▶ [SUPPLIED INFORMATION]
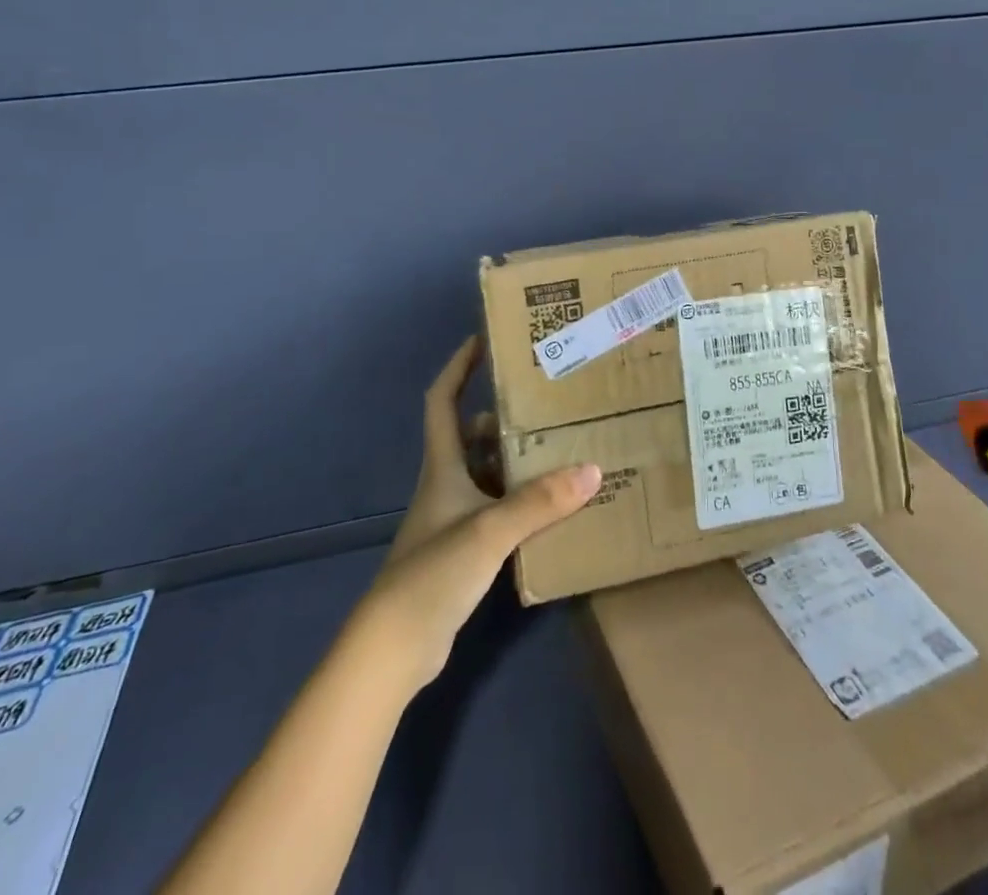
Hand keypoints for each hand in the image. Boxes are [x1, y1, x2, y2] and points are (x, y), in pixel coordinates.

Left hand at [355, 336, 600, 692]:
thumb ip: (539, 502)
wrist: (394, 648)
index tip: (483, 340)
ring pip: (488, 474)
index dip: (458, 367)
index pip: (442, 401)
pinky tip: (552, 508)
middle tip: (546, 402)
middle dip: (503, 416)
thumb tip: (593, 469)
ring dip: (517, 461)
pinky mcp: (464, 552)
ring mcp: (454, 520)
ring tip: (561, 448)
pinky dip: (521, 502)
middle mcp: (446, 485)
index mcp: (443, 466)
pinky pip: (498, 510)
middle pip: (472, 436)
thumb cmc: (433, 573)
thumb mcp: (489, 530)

▶ [BRIEF] The data above should be repeated exactly, minus any pictures.

▶ [RESULT OF THE TASK]
Hand keypoints for each hand in the image. Boxes are [x1, y1, x2, y2] and points are (x, y), in pixel coordinates.

Left hand at [355, 336, 600, 692]:
thumb ip: (539, 502)
wrist: (394, 648)
index tip: (483, 340)
ring pip: (488, 474)
index dip: (458, 367)
index pip: (442, 401)
pinky tip: (552, 508)
middle tip: (546, 402)
middle dip: (503, 416)
thumb tip: (593, 469)
ring dip: (517, 461)
pinky mcp: (464, 552)
ring mcp: (454, 520)
ring tip: (561, 448)
pinky dip: (521, 502)
middle mcp: (446, 485)
index mcp: (443, 466)
pinky pip: (498, 510)
middle pip: (472, 436)
thumb cmc: (433, 573)
thumb mcp: (489, 530)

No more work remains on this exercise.